|Appears in||Napoleon: Total War, The Peninsular Campaign|
|Belongs to||Great Britain (The Peninsular Campaign only), Spain|
|Soldiers in each unit||40/80/120/160|
|Produced from||Any building from the region capital of a traditionally Spanish region|
|Cost||340 SP/380 MP|
|Upkeep||110 (Great Britain)/80 (Spain)|
|Turns to Train||1|
Militia are often poorly equipped and trained, but are ideal for maintaining public order.

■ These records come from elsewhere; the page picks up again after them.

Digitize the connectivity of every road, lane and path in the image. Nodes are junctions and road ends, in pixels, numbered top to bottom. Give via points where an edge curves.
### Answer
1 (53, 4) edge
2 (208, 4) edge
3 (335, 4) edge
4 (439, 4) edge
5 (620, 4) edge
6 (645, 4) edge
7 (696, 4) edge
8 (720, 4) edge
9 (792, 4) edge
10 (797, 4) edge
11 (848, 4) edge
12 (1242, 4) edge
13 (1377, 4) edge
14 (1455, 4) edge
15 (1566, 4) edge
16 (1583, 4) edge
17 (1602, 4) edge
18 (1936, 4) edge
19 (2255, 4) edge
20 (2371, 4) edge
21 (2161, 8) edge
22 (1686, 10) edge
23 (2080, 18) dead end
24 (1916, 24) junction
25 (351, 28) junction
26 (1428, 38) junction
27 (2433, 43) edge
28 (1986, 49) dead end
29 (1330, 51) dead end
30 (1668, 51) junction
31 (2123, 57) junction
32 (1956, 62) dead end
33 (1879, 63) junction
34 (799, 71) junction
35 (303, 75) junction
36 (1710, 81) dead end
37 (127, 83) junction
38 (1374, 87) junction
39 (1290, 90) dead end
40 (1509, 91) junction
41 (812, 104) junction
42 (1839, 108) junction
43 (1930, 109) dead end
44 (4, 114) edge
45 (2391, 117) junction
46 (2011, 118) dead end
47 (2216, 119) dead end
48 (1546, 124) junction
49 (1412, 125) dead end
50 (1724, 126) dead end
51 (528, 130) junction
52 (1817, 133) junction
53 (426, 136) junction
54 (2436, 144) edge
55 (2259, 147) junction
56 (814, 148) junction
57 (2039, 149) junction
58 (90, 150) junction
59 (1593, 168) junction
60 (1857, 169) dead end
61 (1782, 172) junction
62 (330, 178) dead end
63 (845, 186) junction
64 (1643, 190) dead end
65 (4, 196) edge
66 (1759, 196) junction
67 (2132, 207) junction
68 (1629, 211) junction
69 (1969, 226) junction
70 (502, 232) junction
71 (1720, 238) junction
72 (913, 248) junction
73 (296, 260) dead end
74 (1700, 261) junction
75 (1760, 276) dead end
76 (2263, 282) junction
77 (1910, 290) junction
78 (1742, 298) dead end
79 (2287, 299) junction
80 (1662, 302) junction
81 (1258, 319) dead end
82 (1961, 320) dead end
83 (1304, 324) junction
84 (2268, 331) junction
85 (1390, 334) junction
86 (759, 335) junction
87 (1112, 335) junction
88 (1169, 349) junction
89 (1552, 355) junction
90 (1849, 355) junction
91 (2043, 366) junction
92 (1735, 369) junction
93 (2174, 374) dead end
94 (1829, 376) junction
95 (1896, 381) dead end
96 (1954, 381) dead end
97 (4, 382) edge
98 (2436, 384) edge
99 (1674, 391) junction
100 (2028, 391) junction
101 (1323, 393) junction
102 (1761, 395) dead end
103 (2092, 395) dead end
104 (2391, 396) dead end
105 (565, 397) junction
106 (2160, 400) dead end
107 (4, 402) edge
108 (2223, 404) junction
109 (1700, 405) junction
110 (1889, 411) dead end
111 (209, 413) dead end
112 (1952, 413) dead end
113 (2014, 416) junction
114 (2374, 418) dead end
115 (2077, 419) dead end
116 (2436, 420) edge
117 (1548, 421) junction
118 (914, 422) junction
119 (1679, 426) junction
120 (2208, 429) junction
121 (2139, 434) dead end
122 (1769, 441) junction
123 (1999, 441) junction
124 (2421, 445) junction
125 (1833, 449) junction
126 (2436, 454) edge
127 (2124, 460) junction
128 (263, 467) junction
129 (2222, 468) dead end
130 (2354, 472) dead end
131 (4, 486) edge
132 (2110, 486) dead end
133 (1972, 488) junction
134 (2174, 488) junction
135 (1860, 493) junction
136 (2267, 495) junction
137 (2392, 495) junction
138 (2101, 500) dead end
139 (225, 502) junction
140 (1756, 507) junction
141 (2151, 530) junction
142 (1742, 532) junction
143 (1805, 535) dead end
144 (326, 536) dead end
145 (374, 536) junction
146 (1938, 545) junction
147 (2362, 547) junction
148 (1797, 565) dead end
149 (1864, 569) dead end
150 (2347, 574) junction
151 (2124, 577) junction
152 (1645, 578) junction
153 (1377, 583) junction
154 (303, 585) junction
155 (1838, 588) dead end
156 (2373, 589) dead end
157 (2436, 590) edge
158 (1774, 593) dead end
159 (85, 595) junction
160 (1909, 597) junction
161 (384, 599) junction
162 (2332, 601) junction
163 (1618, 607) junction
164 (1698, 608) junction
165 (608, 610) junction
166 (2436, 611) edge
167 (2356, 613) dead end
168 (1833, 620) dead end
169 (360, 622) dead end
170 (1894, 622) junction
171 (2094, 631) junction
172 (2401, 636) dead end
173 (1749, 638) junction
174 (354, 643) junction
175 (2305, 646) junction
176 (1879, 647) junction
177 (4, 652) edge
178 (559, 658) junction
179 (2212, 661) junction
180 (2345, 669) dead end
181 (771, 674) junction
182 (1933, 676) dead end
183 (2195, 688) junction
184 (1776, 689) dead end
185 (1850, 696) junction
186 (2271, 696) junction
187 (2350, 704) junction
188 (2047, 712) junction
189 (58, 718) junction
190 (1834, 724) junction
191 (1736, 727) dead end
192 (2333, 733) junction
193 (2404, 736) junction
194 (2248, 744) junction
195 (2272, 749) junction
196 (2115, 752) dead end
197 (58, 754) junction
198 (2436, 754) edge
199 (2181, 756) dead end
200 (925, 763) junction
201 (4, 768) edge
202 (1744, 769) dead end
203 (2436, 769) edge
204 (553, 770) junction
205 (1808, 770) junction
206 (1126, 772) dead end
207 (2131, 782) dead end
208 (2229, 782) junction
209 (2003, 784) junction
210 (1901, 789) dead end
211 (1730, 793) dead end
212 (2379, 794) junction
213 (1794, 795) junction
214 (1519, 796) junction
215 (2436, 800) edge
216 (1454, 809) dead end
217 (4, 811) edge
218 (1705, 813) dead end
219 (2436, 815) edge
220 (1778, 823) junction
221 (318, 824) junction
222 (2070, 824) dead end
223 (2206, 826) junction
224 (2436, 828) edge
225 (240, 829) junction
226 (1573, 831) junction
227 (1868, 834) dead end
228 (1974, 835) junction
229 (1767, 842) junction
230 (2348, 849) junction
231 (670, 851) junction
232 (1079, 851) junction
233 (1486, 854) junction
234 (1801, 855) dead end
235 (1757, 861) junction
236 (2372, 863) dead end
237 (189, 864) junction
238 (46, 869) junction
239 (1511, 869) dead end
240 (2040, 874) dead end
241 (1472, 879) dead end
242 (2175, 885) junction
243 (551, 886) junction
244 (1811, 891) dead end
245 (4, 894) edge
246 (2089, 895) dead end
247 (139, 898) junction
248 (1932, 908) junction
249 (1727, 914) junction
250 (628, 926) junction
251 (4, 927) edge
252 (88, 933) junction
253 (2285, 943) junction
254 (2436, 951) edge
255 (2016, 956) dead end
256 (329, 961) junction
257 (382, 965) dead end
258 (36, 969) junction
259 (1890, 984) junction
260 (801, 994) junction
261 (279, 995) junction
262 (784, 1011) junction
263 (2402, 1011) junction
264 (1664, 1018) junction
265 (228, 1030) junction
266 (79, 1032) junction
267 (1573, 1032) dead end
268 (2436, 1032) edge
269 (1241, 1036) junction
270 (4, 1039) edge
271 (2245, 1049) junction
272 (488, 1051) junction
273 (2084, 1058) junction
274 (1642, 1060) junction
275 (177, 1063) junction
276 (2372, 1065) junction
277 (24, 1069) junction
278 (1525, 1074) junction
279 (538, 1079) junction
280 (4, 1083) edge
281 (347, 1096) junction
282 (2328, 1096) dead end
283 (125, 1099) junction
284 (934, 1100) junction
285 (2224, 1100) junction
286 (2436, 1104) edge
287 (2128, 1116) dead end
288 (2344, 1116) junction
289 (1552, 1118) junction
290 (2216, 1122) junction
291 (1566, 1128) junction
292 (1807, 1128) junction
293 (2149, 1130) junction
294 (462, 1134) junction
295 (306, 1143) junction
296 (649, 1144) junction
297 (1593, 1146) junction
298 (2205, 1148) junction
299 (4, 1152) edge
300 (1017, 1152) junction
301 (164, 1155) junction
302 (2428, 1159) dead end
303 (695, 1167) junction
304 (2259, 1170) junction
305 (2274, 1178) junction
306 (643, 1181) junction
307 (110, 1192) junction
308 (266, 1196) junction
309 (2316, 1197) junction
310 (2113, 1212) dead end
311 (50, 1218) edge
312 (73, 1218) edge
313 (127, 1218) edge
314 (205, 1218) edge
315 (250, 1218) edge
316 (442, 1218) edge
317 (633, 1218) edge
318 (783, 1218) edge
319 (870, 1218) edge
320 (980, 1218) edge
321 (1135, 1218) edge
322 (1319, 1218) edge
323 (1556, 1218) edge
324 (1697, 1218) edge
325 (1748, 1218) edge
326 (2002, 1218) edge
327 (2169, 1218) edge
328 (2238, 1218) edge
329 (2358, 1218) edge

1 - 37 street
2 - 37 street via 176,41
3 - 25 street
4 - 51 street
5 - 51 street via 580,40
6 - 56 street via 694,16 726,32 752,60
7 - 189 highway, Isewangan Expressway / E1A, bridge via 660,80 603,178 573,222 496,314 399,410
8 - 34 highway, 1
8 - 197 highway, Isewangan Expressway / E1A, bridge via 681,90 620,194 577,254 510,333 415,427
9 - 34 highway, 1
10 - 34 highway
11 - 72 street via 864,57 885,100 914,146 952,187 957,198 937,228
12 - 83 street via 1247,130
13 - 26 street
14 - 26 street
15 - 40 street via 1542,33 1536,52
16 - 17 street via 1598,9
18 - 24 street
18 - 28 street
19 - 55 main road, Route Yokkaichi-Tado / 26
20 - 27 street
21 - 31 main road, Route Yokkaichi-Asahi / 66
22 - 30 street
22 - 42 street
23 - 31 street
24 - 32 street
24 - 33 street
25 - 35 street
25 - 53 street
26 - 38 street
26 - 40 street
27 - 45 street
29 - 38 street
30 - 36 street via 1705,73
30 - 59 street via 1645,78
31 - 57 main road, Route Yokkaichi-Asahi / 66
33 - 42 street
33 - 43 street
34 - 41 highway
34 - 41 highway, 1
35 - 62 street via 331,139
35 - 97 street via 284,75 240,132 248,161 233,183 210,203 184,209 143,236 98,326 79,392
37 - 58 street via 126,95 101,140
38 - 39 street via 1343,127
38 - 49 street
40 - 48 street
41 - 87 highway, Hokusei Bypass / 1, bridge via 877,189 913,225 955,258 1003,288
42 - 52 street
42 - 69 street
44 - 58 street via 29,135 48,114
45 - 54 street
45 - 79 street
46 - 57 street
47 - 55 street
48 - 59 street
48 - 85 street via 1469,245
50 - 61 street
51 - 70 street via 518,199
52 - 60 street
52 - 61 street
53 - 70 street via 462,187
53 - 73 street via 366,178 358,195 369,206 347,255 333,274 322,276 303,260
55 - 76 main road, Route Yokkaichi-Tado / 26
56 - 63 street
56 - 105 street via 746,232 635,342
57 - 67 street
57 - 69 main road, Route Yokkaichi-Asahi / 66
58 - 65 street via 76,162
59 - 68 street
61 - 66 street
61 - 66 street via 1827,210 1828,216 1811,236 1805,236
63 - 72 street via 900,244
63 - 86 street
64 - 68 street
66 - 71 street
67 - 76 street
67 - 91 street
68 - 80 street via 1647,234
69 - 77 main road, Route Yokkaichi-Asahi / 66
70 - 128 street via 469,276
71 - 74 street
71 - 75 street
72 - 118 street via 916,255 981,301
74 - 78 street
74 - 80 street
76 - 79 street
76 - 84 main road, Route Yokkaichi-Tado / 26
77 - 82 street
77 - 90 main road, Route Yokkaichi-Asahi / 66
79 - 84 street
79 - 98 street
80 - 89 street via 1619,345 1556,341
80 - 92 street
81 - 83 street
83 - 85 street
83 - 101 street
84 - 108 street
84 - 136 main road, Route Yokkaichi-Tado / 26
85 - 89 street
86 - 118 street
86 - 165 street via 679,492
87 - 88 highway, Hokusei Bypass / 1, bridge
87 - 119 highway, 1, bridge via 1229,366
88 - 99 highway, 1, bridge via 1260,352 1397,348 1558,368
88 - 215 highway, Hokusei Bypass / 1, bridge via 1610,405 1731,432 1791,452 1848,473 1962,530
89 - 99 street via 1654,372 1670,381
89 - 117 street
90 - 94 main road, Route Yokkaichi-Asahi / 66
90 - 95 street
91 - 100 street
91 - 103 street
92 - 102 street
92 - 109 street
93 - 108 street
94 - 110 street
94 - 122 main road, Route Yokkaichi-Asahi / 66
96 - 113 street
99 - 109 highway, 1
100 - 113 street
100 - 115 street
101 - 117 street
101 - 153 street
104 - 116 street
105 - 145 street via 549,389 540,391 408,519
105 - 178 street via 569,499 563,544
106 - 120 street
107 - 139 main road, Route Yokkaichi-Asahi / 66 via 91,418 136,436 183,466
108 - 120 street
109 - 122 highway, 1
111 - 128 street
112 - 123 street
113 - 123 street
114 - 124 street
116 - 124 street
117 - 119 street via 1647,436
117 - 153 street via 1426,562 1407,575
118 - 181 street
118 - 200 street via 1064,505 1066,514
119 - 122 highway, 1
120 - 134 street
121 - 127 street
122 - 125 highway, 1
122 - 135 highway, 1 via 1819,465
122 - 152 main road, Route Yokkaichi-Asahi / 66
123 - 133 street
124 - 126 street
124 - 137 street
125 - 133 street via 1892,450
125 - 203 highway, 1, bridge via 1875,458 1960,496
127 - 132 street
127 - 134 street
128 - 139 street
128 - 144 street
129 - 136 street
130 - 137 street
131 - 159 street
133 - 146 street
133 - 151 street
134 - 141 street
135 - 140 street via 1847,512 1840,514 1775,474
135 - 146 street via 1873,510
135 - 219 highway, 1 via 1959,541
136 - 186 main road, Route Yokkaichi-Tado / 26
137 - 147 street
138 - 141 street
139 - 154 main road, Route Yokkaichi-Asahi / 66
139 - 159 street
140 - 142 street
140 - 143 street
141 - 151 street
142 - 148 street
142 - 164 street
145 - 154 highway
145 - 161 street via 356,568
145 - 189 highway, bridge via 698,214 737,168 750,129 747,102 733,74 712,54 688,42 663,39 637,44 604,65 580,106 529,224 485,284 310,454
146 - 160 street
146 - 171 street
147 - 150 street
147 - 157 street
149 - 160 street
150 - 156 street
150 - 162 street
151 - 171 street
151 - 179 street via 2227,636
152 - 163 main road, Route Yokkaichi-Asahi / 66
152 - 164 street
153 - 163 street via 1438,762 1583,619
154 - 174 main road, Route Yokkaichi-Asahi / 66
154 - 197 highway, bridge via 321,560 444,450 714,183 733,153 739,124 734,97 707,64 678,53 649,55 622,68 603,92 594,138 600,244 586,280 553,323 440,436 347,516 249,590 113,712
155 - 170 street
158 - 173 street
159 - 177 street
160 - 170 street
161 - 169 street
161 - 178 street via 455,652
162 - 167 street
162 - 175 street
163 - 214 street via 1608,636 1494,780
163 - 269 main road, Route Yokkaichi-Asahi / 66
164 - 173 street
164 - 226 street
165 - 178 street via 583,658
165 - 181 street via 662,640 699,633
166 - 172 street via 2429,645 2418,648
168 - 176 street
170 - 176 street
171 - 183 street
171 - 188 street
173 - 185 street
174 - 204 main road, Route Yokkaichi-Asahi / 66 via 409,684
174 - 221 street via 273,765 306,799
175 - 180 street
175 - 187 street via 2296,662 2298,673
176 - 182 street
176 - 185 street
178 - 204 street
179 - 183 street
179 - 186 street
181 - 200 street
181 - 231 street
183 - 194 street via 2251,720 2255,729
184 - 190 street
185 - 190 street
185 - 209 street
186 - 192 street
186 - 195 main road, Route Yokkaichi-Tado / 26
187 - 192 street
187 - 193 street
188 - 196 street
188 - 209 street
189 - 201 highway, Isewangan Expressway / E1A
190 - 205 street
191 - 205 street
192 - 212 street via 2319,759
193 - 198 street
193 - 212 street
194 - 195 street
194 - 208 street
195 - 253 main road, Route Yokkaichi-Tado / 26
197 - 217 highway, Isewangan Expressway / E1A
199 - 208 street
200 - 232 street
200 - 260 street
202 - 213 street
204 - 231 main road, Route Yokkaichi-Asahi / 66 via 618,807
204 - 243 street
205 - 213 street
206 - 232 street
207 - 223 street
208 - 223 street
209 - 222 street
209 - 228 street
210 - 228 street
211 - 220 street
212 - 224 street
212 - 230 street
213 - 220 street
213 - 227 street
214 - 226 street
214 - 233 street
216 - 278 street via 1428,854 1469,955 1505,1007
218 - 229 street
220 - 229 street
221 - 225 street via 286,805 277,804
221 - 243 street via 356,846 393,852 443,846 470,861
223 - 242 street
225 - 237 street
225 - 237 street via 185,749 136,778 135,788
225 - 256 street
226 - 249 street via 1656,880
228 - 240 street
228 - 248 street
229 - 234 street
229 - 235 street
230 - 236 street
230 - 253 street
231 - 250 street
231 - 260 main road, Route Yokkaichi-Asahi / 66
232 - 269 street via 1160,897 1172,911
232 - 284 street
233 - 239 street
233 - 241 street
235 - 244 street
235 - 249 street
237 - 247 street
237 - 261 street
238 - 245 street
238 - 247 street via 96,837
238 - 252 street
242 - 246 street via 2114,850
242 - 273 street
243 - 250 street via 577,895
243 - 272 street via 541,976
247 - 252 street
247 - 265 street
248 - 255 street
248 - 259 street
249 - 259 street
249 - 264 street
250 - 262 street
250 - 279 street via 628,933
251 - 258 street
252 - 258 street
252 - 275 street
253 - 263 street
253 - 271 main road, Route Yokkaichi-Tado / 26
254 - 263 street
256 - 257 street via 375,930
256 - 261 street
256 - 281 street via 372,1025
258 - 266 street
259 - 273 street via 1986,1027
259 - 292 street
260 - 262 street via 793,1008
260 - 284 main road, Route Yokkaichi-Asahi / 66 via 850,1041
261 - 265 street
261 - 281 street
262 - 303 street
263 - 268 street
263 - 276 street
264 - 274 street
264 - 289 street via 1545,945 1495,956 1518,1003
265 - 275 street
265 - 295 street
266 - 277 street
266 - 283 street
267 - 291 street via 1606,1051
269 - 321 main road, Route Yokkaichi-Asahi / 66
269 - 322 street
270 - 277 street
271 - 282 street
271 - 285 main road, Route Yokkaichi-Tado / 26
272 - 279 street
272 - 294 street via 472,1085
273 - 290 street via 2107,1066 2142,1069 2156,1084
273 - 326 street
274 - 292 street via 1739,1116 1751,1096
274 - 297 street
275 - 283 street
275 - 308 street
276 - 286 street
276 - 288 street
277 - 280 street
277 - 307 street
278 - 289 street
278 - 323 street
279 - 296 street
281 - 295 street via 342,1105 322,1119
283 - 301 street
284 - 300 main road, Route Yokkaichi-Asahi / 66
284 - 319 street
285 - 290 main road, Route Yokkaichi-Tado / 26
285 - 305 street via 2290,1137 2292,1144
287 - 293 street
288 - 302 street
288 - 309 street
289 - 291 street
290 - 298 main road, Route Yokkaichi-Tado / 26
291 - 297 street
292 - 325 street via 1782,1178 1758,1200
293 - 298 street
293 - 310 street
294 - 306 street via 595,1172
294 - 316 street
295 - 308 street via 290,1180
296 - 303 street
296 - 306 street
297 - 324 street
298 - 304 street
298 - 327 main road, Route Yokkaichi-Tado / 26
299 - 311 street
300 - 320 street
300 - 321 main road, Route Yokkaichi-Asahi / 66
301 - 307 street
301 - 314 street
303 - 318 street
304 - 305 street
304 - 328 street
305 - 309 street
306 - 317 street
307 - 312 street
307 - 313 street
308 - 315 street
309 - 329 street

Men in the militia rarely expect to be sent into battle. It is their lot to act as reserves, or local law enforcers. As a result, if they do find themselves on a battlefield, they should be expected to run away, and not handle their weaponry with any great proficiency. Militia may appear useless, then, but they are cheap to maintain and as plentiful as any bureaucrat could want.
In 1806, despite previous unfortunate experiences with disgruntled peasants, the Russian state recruited 600,000 serfs into the “opelchenie”, a militia. Training was basic, and weaponry similarly simple: the opelchenie were given pikes. After the French invasion of 1812 the opelchenie was no longer limited to serfs, and another 200,000 recruits joined in a national wave of patriotism. Some of this new cohort of serfs brought their own pitchforks and shovels as weapons.
Compared to standard Militia, Provincial Militia have slightly better defense but worse reloading skill. They are identical in all other regards.